The idea is that dapps are very similar to web apps based on a “serverless architecture“. The term “serverless” is a little misleading because of course servers are still involved, but the reason for the name is that the underlying hardware (i.e. server) executing the code is abstracted away from the developer. This has benefits over other cloud computing infrastructure in terms of cost and scalability because you only pay for exactly what resources you use as opposed to paying to run a VM that may sit idle if traffic is low, or may become unresponsive if there is too much traffic. Each time a user interacts with the web app, a new instance of the “serverless function” is invoked on the backend to serve the user’s request without the developer having to think about exactly what hardware this function is running on.

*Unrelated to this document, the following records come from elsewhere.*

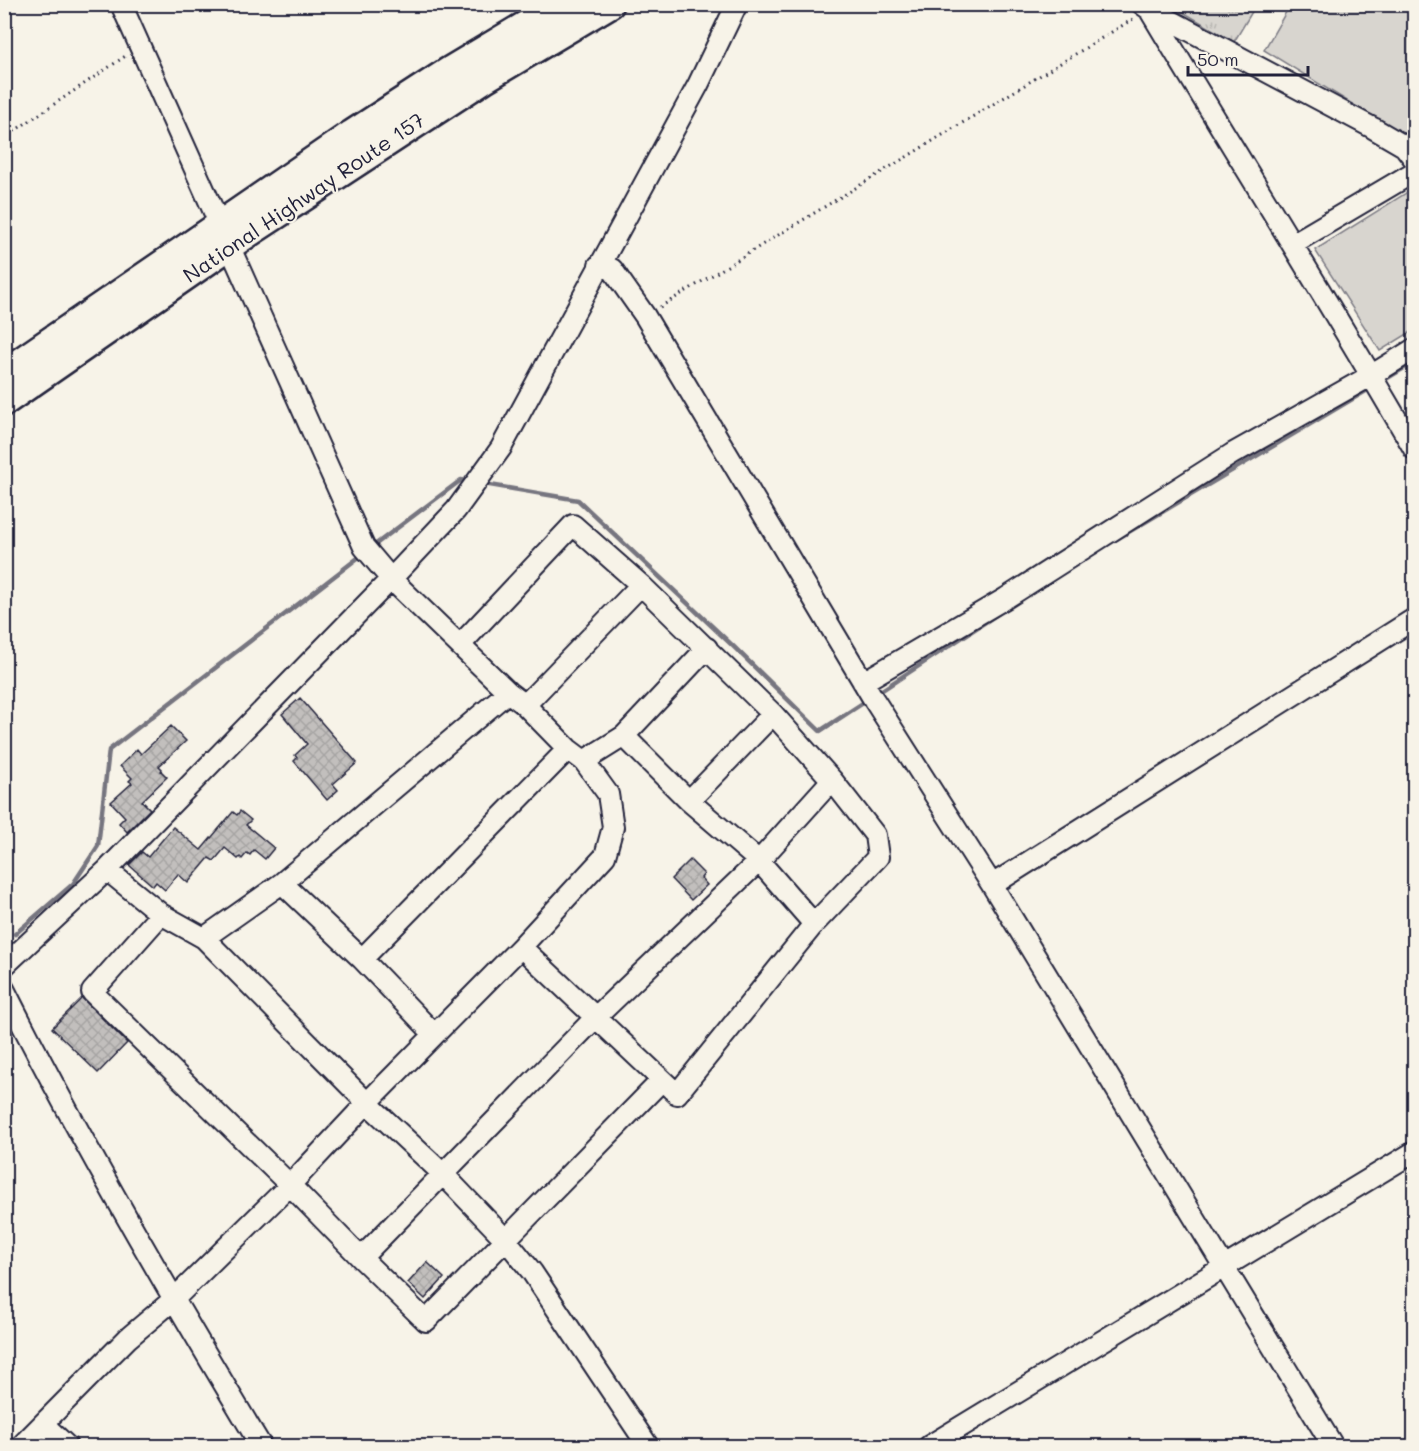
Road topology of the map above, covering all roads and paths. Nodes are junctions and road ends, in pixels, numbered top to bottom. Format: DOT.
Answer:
graph roads {
  1 [pos="121,4"];
  2 [pos="561,4"];
  3 [pos="610,4"];
  4 [pos="737,4"];
  5 [pos="1146,7"];
  6 [pos="139,46"];
  7 [pos="4,138"];
  8 [pos="1414,159"];
  9 [pos="1414,172"];
  10 [pos="224,236"];
  11 [pos="1292,244"];
  12 [pos="599,265"];
  13 [pos="645,316"];
  14 [pos="1414,349"];
  15 [pos="4,373"];
  16 [pos="1376,382"];
  17 [pos="4,402"];
  18 [pos="1414,449"];
  19 [pos="392,579"];
  20 [pos="640,585"];
  21 [pos="1414,619"];
  22 [pos="460,645"];
  23 [pos="707,648"];
  24 [pos="869,691"];
  25 [pos="508,692"];
  26 [pos="525,705"];
  27 [pos="773,714"];
  28 [pos="624,736"];
  29 [pos="568,749"];
  30 [pos="584,761"];
  31 [pos="832,780"];
  32 [pos="689,801"];
  33 [pos="759,861"];
  34 [pos="107,870"];
  35 [pos="282,883"];
  36 [pos="992,885"];
  37 [pos="161,914"];
  38 [pos="814,924"];
  39 [pos="204,938"];
  40 [pos="521,947"];
  41 [pos="362,959"];
  42 [pos="4,966"];
  43 [pos="4,989"];
  44 [pos="596,1017"];
  45 [pos="434,1034"];
  46 [pos="661,1081"];
  47 [pos="367,1103"];
  48 [pos="1414,1152"];
  49 [pos="442,1173"];
  50 [pos="290,1185"];
  51 [pos="507,1240"];
  52 [pos="361,1258"];
  53 [pos="1223,1268"];
  54 [pos="173,1300"];
  55 [pos="43,1424"];
  56 [pos="21,1446"];
  57 [pos="67,1446"];
  58 [pos="261,1446"];
  59 [pos="648,1446"];
  60 [pos="929,1446"];
  61 [pos="1333,1446"];
  1 -- 6 [label="street"];
  2 -- 10 [label="highway, National Highway Route 157"];
  3 -- 10 [label="highway, National Highway Route 157"];
  4 -- 12 [label="street"];
  5 -- 8 [label="street"];
  5 -- 11 [label="street"];
  5 -- 13 [label="path"];
  6 -- 7 [label="path"];
  6 -- 10 [label="street"];
  9 -- 11 [label="street"];
  10 -- 15 [label="highway, National Highway Route 157"];
  10 -- 17 [label="highway, National Highway Route 157"];
  10 -- 19 [label="street"];
  11 -- 16 [label="street"];
  12 -- 13 [label="street"];
  12 -- 19 [label="street"];
  13 -- 24 [label="street"];
  14 -- 16 [label="street"];
  16 -- 18 [label="street"];
  16 -- 24 [label="street"];
  19 -- 22 [label="street"];
  19 -- 34 [label="street"];
  20 -- 22 [label="street"];
  20 -- 23 [label="street"];
  20 -- 26 [label="street"];
  21 -- 36 [label="street"];
  22 -- 25 [label="street"];
  23 -- 27 [label="street"];
  23 -- 28 [label="street"];
  24 -- 36 [label="street"];
  25 -- 26 [label="street"];
  25 -- 35 [label="street"];
  26 -- 29 [label="street"];
  27 -- 31 [label="street"];
  27 -- 32 [label="street"];
  28 -- 30 [label="street"];
  28 -- 32 [label="street"];
  29 -- 30 [label="street"];
  29 -- 41 [label="street"];
  30 -- 40 [label="street"];
  31 -- 33 [label="street"];
  31 -- 38 [label="street"];
  32 -- 33 [label="street"];
  33 -- 38 [label="street"];
  33 -- 44 [label="street"];
  34 -- 37 [label="street"];
  34 -- 42 [label="street"];
  35 -- 39 [label="street"];
  35 -- 41 [label="street"];
  36 -- 53 [label="street"];
  37 -- 39 [label="street"];
  37 -- 50 [label="street"];
  38 -- 46 [label="street"];
  39 -- 47 [label="street"];
  40 -- 44 [label="street"];
  40 -- 45 [label="street"];
  41 -- 45 [label="street"];
  43 -- 54 [label="street"];
  44 -- 46 [label="street"];
  44 -- 49 [label="street"];
  45 -- 47 [label="street"];
  46 -- 51 [label="street"];
  47 -- 49 [label="street"];
  47 -- 50 [label="street"];
  48 -- 53 [label="street"];
  49 -- 51 [label="street"];
  49 -- 52 [label="street"];
  50 -- 52 [label="street"];
  50 -- 54 [label="street"];
  51 -- 52 [label="street"];
  51 -- 59 [label="street"];
  53 -- 60 [label="street"];
  53 -- 61 [label="street"];
  54 -- 55 [label="street"];
  54 -- 58 [label="street"];
  55 -- 56 [label="street"];
  55 -- 57 [label="street"];
}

Dapps abstract away hardware in a similar way. A smart contract is deployed to the blockchain and executed on the nodes (servers) that form the peer-to-peer network of that blockchain. When a user interacts with the dapp it makes a call to the blockchain (a transaction) to execute the smart contract. Each transaction creates a new instance of the smart contract (in the sense that there is no in-memory state that is persisted between transactions), just like with serverless functions.
Below is an image taken directly from the Amazon Web Services (AWS) website for Lambda (their version of a serverless compute offering).
It is easy to modify this image to see how the workflow in a dapp is similar.
Another similarity between serverless compute and smart contracts is the fact that each transaction has a cost to it. In the case of AWS the developer’s AWS account is charged for the resources consumed, whereas in the case of blockchain whoever signed the transaction is charged for its execution.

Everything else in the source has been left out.